:: Description of the task ::
Lines holding the string "Meginnity" are the ones to copy; find them all in the data.
+++
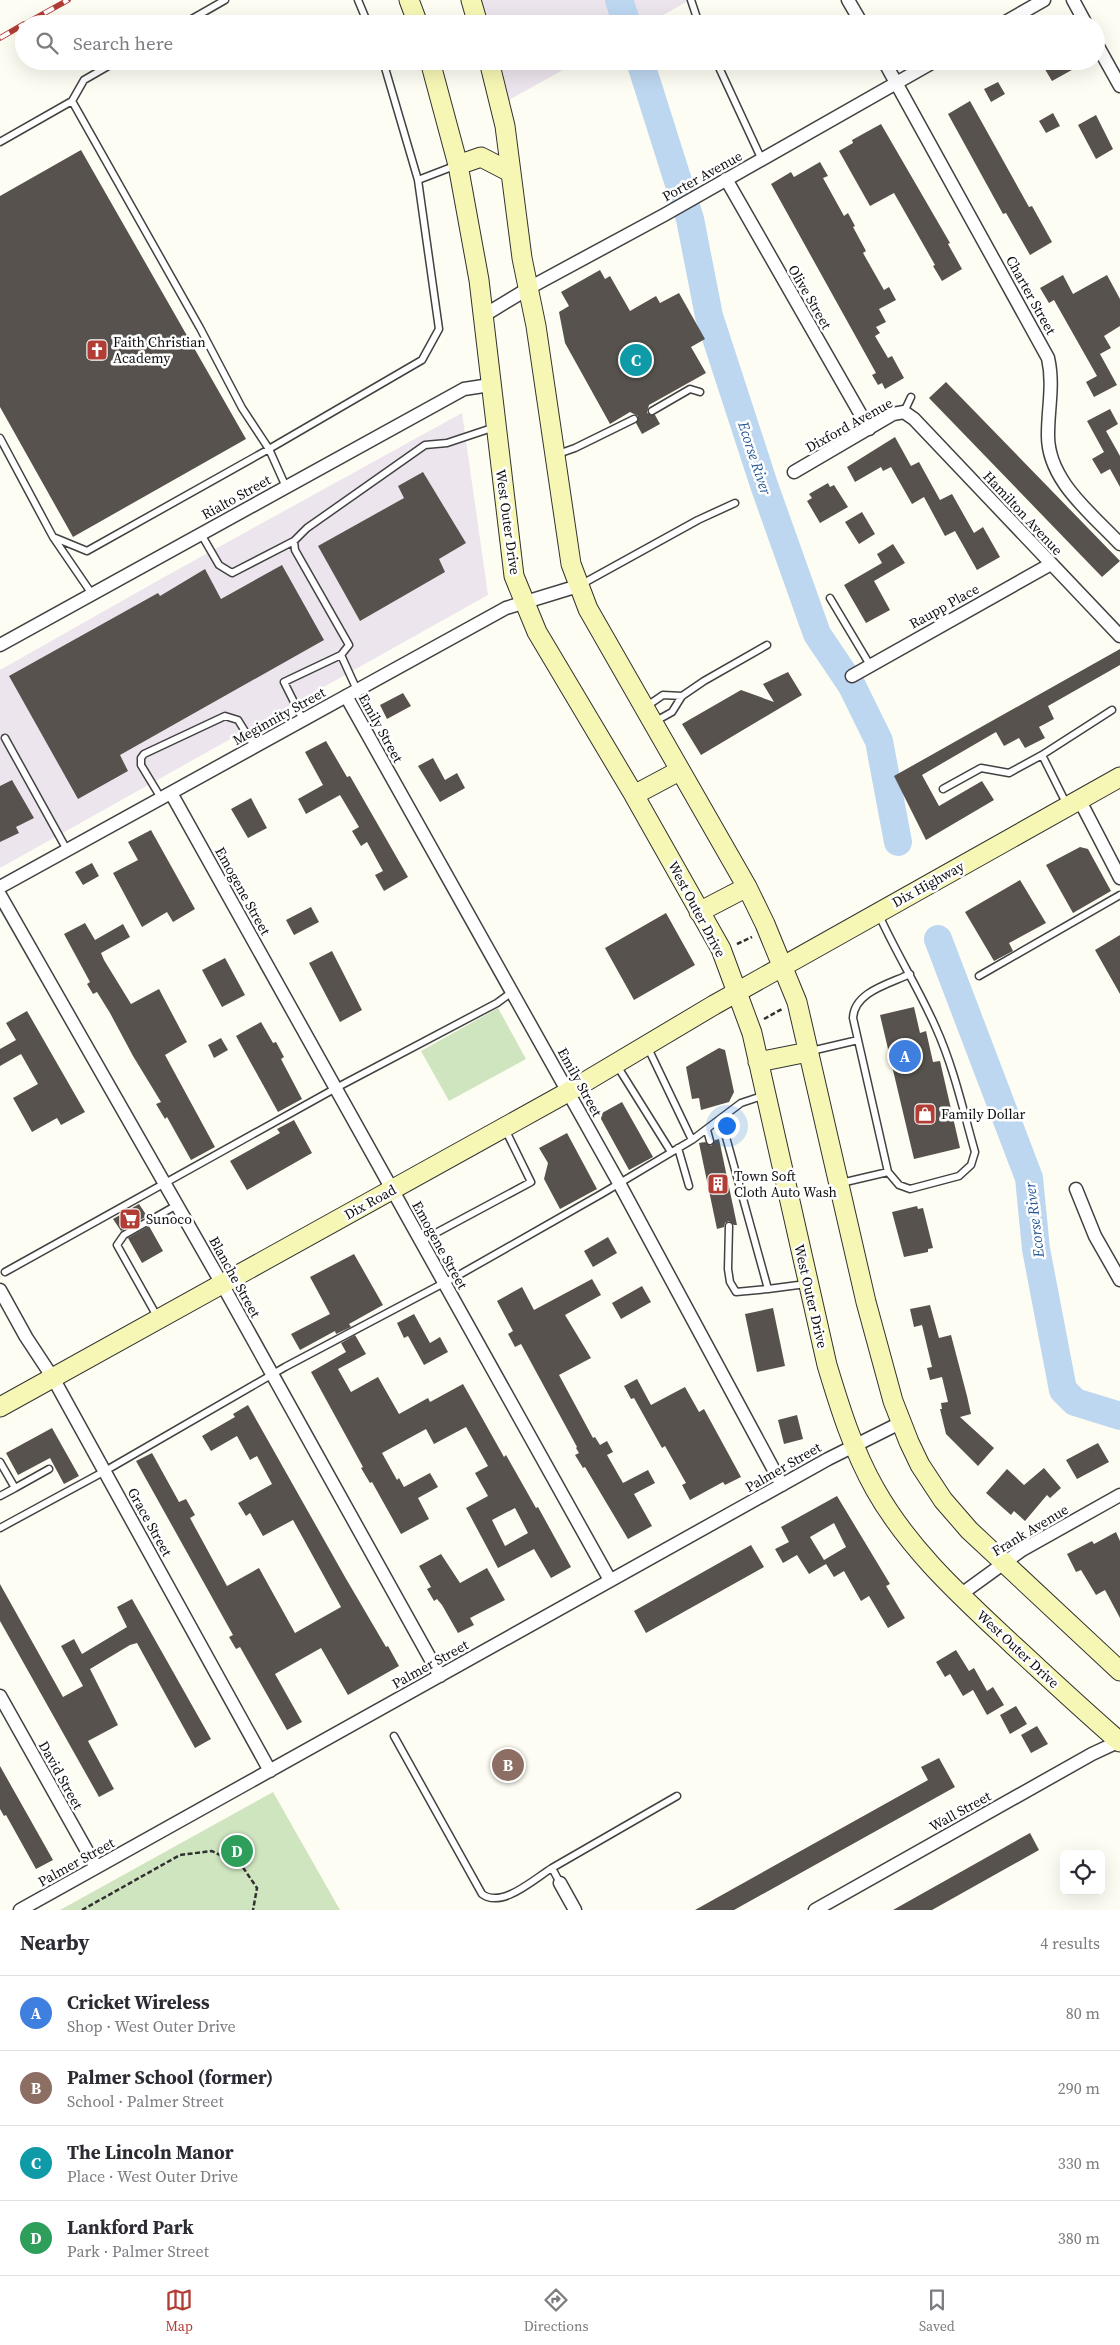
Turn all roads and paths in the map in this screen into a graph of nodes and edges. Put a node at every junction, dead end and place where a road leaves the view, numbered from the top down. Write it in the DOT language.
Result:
graph roads {
  1 [pos="225,0"];
  2 [pos="358,0"];
  3 [pos="410,0"];
  4 [pos="471,0"];
  5 [pos="691,0"];
  6 [pos="848,0"];
  7 [pos="1044,0"];
  8 [pos="1073,0"];
  9 [pos="199,15"];
  10 [pos="364,15"];
  11 [pos="415,15"];
  12 [pos="475,15"];
  13 [pos="696,15"];
  14 [pos="857,15"];
  15 [pos="1018,15"];
  16 [pos="1081,15"];
  17 [pos="1105,59"];
  18 [pos="101,70"];
  19 [pos="386,70"];
  20 [pos="432,70"];
  21 [pos="491,70"];
  22 [pos="720,70"];
  23 [pos="889,70"];
  24 [pos="919,70"];
  25 [pos="896,83"];
  26 [pos="1120,86"];
  27 [pos="72,101"];
  28 [pos="0,142"];
  29 [pos="762,160"];
  30 [pos="458,165"];
  31 [pos="510,172"];
  32 [pos="418,180"];
  33 [pos="726,180"];
  34 [pos="529,288"];
  35 [pos="483,316"];
  36 [pos="490,385"];
  37 [pos="700,392"];
  38 [pos="911,397"];
  39 [pos="652,410"];
  40 [pos="904,412"];
  41 [pos="634,419"];
  42 [pos="495,427"];
  43 [pos="869,430"];
  44 [pos="0,438"];
  45 [pos="269,450"];
  46 [pos="556,454"];
  47 [pos="794,472"];
  48 [pos="286,486"];
  49 [pos="735,503"];
  50 [pos="201,534"];
  51 [pos="53,537"];
  52 [pos="294,541"];
  53 [pos="1120,544"];
  54 [pos="1051,564"];
  55 [pos="578,586"];
  56 [pos="92,594"];
  57 [pos="830,598"];
  58 [pos="524,602"];
  59 [pos="1120,636"];
  60 [pos="0,645"];
  61 [pos="767,645"];
  62 [pos="341,655"];
  63 [pos="870,665"];
  64 [pos="852,676"];
  65 [pos="352,693"];
  66 [pos="682,696"];
  67 [pos="1112,710"];
  68 [pos="648,716"];
  69 [pos="302,720"];
  70 [pos="5,738"];
  71 [pos="254,746"];
  72 [pos="1042,755"];
  73 [pos="679,771"];
  74 [pos="1120,776"];
  75 [pos="943,790"];
  76 [pos="166,795"];
  77 [pos="634,795"];
  78 [pos="1073,802"];
  79 [pos="66,850"];
  80 [pos="1120,878"];
  81 [pos="0,887"];
  82 [pos="747,888"];
  83 [pos="0,895"];
  84 [pos="1120,895"];
  85 [pos="878,911"];
  86 [pos="700,912"];
  87 [pos="754,936"];
  88 [pos="731,948"];
  89 [pos="782,966"];
  90 [pos="910,974"];
  91 [pos="979,976"];
  92 [pos="512,992"];
  93 [pos="737,992"];
  94 [pos="782,1009"];
  95 [pos="761,1020"];
  96 [pos="858,1040"];
  97 [pos="647,1045"];
  98 [pos="808,1052"];
  99 [pos="758,1062"];
  100 [pos="616,1064"];
  101 [pos="336,1088"];
  102 [pos="568,1092"];
  103 [pos="766,1095"];
  104 [pos="721,1119"];
  105 [pos="504,1128"];
  106 [pos="707,1130"];
  107 [pos="692,1140"];
  108 [pos="710,1141"];
  109 [pos="678,1148"];
  110 [pos="671,1152"];
  111 [pos="888,1172"];
  112 [pos="165,1183"];
  113 [pos="619,1183"];
  114 [pos="838,1184"];
  115 [pos="689,1186"];
  116 [pos="1076,1189"];
  117 [pos="392,1190"];
  118 [pos="177,1205"];
  119 [pos="729,1226"];
  120 [pos="421,1241"];
  121 [pos="5,1272"];
  122 [pos="1120,1280"];
  123 [pos="444,1282"];
  124 [pos="222,1284"];
  125 [pos="808,1284"];
  126 [pos="768,1289"];
  127 [pos="0,1290"];
  128 [pos="158,1319"];
  129 [pos="272,1375"];
  130 [pos="53,1378"];
  131 [pos="0,1407"];
  132 [pos="900,1423"];
  133 [pos="854,1446"];
  134 [pos="0,1462"];
  135 [pos="49,1469"];
  136 [pos="105,1471"];
  137 [pos="782,1485"];
  138 [pos="15,1488"];
  139 [pos="1120,1495"];
  140 [pos="0,1496"];
  141 [pos="0,1528"];
  142 [pos="1002,1563"];
  143 [pos="610,1580"];
  144 [pos="960,1596"];
  145 [pos="1120,1671"];
  146 [pos="440,1676"];
  147 [pos="0,1696"];
  148 [pos="394,1736"];
  149 [pos="1120,1742"];
  150 [pos="270,1771"];
  151 [pos="677,1796"];
  152 [pos="96,1867"];
  153 [pos="552,1868"];
  154 [pos="560,1883"];
  155 [pos="20,1910"];
  156 [pos="82,1910"];
  157 [pos="253,1910"];
  158 [pos="575,1910"];
  159 [pos="815,1910"];
  1 -- 9 [label="lane"];
  2 -- 10 [label="lane"];
  3 -- 11 [label="main road"];
  4 -- 12 [label="main road"];
  5 -- 13 [label="lane"];
  6 -- 14 [label="street"];
  7 -- 15 [label="street"];
  8 -- 16 [label="street"];
  17 -- 26 [label="street"];
  18 -- 27 [label="lane"];
  19 -- 32 [label="lane"];
  20 -- 30 [label="main road, West Outer Drive"];
  21 -- 31 [label="main road"];
  22 -- 29 [label="lane"];
  23 -- 25 [label="street, Charter Street"];
  24 -- 25 [label="street, Porter Avenue"];
  25 -- 29 [label="street, Porter Avenue"];
  25 -- 53 [label="street, Charter Street"];
  27 -- 28 [label="lane"];
  27 -- 45 [label="lane"];
  29 -- 33 [label="street, Porter Avenue"];
  30 -- 31 [label="main road"];
  30 -- 32 [label="lane"];
  30 -- 35 [label="main road, West Outer Drive"];
  31 -- 34 [label="main road"];
  32 -- 45 [label="lane"];
  33 -- 34 [label="street, Porter Avenue"];
  33 -- 43 [label="street, Olive Street"];
  34 -- 35 [label="street, Porter Avenue"];
  34 -- 46 [label="main road"];
  35 -- 36 [label="main road, West Outer Drive"];
  36 -- 42 [label="main road, West Outer Drive"];
  36 -- 48 [label="street, Rialto Street"];
  37 -- 39 [label="lane"];
  38 -- 40 [label="lane, Dixford Avenue"];
  40 -- 43 [label="street, Dixford Avenue"];
  40 -- 54 [label="street, Hamilton Avenue"];
  41 -- 46 [label="lane"];
  42 -- 52 [label="lane"];
  42 -- 58 [label="main road, West Outer Drive"];
  43 -- 47 [label="street, Dixford Avenue"];
  44 -- 51 [label="lane"];
  45 -- 48 [label="lane"];
  45 -- 51 [label="lane"];
  46 -- 55 [label="main road"];
  48 -- 50 [label="street, Rialto Street"];
  49 -- 55 [label="lane"];
  50 -- 52 [label="lane"];
  50 -- 56 [label="street, Rialto Street"];
  51 -- 56 [label="lane"];
  52 -- 62 [label="lane"];
  54 -- 59 [label="street, Hamilton Avenue"];
  54 -- 63 [label="street, Raupp Place"];
  55 -- 58 [label="street, Meginnity Street"];
  55 -- 68 [label="main road"];
  56 -- 60 [label="street, Rialto Street"];
  57 -- 63 [label="lane"];
  58 -- 65 [label="street, Meginnity Street"];
  58 -- 77 [label="main road, West Outer Drive"];
  61 -- 66 [label="lane"];
  62 -- 65 [label="lane"];
  62 -- 69 [label="lane"];
  63 -- 64 [label="street, Raupp Place"];
  65 -- 69 [label="street, Meginnity Street"];
  65 -- 92 [label="street, Emily Street"];
  66 -- 68 [label="lane"];
  66 -- 68 [label="lane"];
  67 -- 72 [label="lane"];
  68 -- 73 [label="main road"];
  69 -- 71 [label="street, Meginnity Street"];
  70 -- 79 [label="lane"];
  71 -- 76 [label="street, Meginnity Street"];
  71 -- 76 [label="lane"];
  72 -- 75 [label="lane"];
  72 -- 78 [label="lane"];
  73 -- 77 [label="main road"];
  73 -- 82 [label="main road"];
  74 -- 78 [label="main road, Dix Highway"];
  76 -- 79 [label="street, Meginnity Street"];
  76 -- 101 [label="street, Emogene Street"];
  77 -- 86 [label="main road, West Outer Drive"];
  78 -- 80 [label="street"];
  78 -- 85 [label="main road, Dix Highway"];
  79 -- 81 [label="street, Meginnity Street"];
  82 -- 86 [label="main road"];
  82 -- 89 [label="main road"];
  83 -- 112 [label="street, Blanche Street"];
  84 -- 91 [label="lane"];
  85 -- 89 [label="main road, Dix Highway"];
  85 -- 90 [label="lane"];
  86 -- 93 [label="main road, West Outer Drive"];
  87 -- 88 [label="path"];
  89 -- 93 [label="main road, Dix Highway"];
  89 -- 98 [label="main road"];
  90 -- 96 [label="lane"];
  90 -- 111 [label="lane"];
  92 -- 101 [label="lane"];
  92 -- 102 [label="street, Emily Street"];
  93 -- 97 [label="main road, Dix Road"];
  93 -- 99 [label="main road, West Outer Drive"];
  94 -- 95 [label="path"];
  96 -- 98 [label="lane"];
  96 -- 111 [label="lane"];
  97 -- 100 [label="main road, Dix Road"];
  97 -- 107 [label="lane"];
  98 -- 99 [label="main road"];
  98 -- 114 [label="main road"];
  99 -- 103 [label="main road, West Outer Drive"];
  100 -- 102 [label="main road, Dix Road"];
  100 -- 110 [label="lane"];
  101 -- 112 [label="lane"];
  101 -- 117 [label="street, Emogene Street"];
  102 -- 105 [label="main road, Dix Road"];
  102 -- 113 [label="street, Emily Street"];
  103 -- 104 [label="lane"];
  103 -- 125 [label="main road, West Outer Drive"];
  104 -- 106 [label="lane"];
  104 -- 126 [label="lane"];
  105 -- 117 [label="main road, Dix Road"];
  105 -- 120 [label="lane"];
  106 -- 107 [label="lane"];
  106 -- 108 [label="lane"];
  107 -- 109 [label="lane"];
  109 -- 110 [label="lane"];
  109 -- 115 [label="lane"];
  110 -- 113 [label="lane"];
  111 -- 114 [label="lane"];
  112 -- 118 [label="street, Blanche Street"];
  112 -- 121 [label="lane"];
  113 -- 123 [label="lane"];
  113 -- 137 [label="street, Emily Street"];
  114 -- 132 [label="main road"];
  116 -- 122 [label="street"];
  117 -- 120 [label="street, Emogene Street"];
  117 -- 124 [label="main road, Dix Road"];
  118 -- 124 [label="street, Blanche Street"];
  118 -- 128 [label="lane"];
  119 -- 126 [label="lane"];
  120 -- 123 [label="street, Emogene Street"];
  123 -- 129 [label="lane"];
  123 -- 143 [label="street, Emogene Street"];
  124 -- 128 [label="main road, Dix Road"];
  124 -- 129 [label="street, Blanche Street"];
  125 -- 126 [label="lane"];
  125 -- 133 [label="main road, West Outer Drive"];
  127 -- 130 [label="street, Grace Street"];
  128 -- 130 [label="main road, Dix Road"];
  129 -- 136 [label="lane"];
  129 -- 146 [label="street, Blanche Street"];
  130 -- 131 [label="main road, Dix Road"];
  130 -- 136 [label="street, Grace Street"];
  132 -- 133 [label="street, Palmer Street"];
  132 -- 142 [label="main road"];
  133 -- 137 [label="street, Palmer Street"];
  133 -- 144 [label="main road, West Outer Drive"];
  134 -- 138 [label="lane"];
  135 -- 138 [label="lane"];
  136 -- 141 [label="lane"];
  136 -- 150 [label="street, Grace Street"];
  137 -- 143 [label="street, Palmer Street"];
  138 -- 140 [label="lane"];
  139 -- 142 [label="street, Frank Avenue"];
  142 -- 144 [label="street, Frank Avenue"];
  142 -- 145 [label="main road"];
  143 -- 146 [label="street, Palmer Street"];
  144 -- 149 [label="main road, West Outer Drive"];
  146 -- 150 [label="street, Palmer Street"];
  147 -- 152 [label="street, David Street"];
  148 -- 153 [label="lane"];
  149 -- 159 [label="street, Wall Street"];
  150 -- 152 [label="street, Palmer Street"];
  151 -- 153 [label="lane"];
  152 -- 155 [label="street, Palmer Street"];
  153 -- 154 [label="lane"];
  154 -- 158 [label="street"];
  156 -- 157 [label="path"];
}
+++
:: Answer section ::
  55 -- 58 [label="street, Meginnity Street"];
  58 -- 65 [label="street, Meginnity Street"];
  65 -- 69 [label="street, Meginnity Street"];
  69 -- 71 [label="street, Meginnity Street"];
  71 -- 76 [label="street, Meginnity Street"];
  76 -- 79 [label="street, Meginnity Street"];
  79 -- 81 [label="street, Meginnity Street"];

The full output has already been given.